Now suppose $G$ is $2-$connected but contains a separating set of minimum size $S$ with two vertices. Take $S=\{v,w\}$ in such a way that a component $C$, with no vertices of $G$ with degree $\leq 2$, of minimum size of $G-S$ is as smallest as possible.  

This means that both $v$ and $w$ have two adjacent vertices in $C$. Indeed, if $v$ (resp. $w$) has only one adjacent vertex $v'$ in $C$, then $\{v',w\}$ is another separating set in $G$, with a component being $C'=C-v'$. Also, $C'\neq \varnothing$, in such a case it would happen that $C=\{v'\}$ and $d(v')=2$, a contradiction.

Furthermore, since $v,w$ both have adjacent vertices in any other component of $G-S$, then there exists a $v-w-$path, say, $\gamma$ not meeting $C$.

Take a new graph $G'$ defined as follows: 

$$V(G')=V(C)\cup S,$$

$$E(G')=E(C)\cup E(S,C)\cup \{vw\}.$$

By the choice of $C$, again, $v,w$ have each one at least two edges to $C$, and the edge $vw$, adding $3$ to both degrees, so $d(v),d(w)\geq 3$. Then $\delta(G')\geq 3$ (Since the only changing degrees are the ones of $v,w$). By induction hypothesis, $G'$ contains a subdivision of $K_4$. If $vw\in E(G)$ we're done. If this subdivision uses $vw$ and $vw\notin E(G)$, then, in $G$, replace $vw$ by $\gamma$. It'll still be a subdivision of $K_4$. Therefore, every non-$3-$connected graph with at most one vertex of degree $\leq 2$ has a subdivision of $K_4$.

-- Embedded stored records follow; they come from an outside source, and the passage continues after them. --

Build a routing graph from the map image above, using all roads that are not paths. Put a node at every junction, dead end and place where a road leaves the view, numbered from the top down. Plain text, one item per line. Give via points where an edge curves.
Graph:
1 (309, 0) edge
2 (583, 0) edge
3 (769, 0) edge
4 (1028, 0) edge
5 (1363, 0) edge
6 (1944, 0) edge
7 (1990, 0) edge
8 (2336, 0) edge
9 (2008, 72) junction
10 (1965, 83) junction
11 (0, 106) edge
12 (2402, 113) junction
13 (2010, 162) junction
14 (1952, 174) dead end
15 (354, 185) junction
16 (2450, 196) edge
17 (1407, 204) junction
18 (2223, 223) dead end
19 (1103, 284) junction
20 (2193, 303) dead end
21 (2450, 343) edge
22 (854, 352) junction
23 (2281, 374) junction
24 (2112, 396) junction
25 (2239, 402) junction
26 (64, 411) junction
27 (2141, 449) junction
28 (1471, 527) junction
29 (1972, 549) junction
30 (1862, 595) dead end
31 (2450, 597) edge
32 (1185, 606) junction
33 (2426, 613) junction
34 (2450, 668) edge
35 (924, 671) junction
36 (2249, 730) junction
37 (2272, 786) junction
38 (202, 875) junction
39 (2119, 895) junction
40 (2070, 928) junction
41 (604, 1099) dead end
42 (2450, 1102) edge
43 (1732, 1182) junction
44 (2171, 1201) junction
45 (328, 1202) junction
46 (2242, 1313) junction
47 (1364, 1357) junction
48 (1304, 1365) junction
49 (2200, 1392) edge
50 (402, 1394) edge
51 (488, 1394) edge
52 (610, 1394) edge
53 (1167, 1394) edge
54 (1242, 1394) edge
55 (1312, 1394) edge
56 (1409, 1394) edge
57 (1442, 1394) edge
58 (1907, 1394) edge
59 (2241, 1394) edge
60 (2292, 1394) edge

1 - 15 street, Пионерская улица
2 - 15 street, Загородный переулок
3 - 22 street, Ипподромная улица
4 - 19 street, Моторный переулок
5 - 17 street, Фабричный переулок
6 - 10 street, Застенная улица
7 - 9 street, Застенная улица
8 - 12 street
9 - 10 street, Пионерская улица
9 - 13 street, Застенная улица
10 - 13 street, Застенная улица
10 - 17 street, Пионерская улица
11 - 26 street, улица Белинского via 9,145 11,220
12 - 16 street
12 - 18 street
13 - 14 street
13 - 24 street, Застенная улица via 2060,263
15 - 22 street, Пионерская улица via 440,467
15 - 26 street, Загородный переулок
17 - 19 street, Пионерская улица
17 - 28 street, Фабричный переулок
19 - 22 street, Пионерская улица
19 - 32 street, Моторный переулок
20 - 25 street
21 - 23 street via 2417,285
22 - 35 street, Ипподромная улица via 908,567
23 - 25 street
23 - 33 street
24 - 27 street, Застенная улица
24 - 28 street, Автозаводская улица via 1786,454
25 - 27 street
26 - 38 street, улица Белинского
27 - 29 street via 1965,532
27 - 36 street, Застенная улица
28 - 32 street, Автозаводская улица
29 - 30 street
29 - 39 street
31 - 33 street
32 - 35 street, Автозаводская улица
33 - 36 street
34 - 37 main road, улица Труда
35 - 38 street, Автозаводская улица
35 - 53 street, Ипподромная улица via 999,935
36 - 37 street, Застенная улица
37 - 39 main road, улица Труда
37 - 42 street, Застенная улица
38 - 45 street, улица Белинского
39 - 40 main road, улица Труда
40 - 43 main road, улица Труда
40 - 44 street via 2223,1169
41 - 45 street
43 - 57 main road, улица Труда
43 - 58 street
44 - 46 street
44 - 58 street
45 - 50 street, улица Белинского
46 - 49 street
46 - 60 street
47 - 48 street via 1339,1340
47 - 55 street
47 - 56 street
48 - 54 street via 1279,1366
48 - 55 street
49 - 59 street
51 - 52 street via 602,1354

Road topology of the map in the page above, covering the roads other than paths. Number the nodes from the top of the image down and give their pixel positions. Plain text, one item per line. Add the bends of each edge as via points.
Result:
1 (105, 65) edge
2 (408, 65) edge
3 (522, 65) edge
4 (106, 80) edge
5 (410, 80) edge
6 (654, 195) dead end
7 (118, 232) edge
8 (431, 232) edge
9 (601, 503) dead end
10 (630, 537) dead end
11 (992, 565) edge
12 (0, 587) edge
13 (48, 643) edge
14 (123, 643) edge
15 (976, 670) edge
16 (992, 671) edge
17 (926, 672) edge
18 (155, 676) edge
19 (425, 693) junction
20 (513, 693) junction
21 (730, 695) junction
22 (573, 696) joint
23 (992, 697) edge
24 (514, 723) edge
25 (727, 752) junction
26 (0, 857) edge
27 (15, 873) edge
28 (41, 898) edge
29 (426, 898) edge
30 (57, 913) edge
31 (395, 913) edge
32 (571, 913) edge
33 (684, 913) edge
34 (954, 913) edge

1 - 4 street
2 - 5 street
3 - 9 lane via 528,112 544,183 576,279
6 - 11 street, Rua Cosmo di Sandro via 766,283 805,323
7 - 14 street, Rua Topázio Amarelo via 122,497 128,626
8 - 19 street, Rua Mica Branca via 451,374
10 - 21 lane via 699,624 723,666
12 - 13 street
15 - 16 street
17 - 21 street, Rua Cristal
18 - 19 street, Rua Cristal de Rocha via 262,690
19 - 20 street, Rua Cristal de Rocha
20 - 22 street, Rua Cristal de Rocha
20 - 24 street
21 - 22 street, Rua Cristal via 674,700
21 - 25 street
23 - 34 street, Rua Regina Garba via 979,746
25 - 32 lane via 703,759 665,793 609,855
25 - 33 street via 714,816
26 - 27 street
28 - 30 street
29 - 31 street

Now suppose $G$ is $3-$connected. We know, by Tutte's wheel theorem that $K_4$ is a minor of $G$, but we're looking for $K_4$ as a topological minor which is not the same. We'll work as follows: Take a cycle $\zeta$ of $G$ of minimum length, in such a way it's an induced cycle. Since $G$ is $3-$connected, then $G\neq \zeta$ and since $\zeta$ is induced, there is $v\in V(G)-V(\zeta)$. Also $\delta(G)\geq 3$, thus $d(v)\geq 3$. Since $N(v)$ separates $v$ fron $\zeta$, then by Menger's theorem there exist at least three disjoint $v-\zeta-$paths. Three of them, along with $\zeta$, make a subdivision of $K_4$.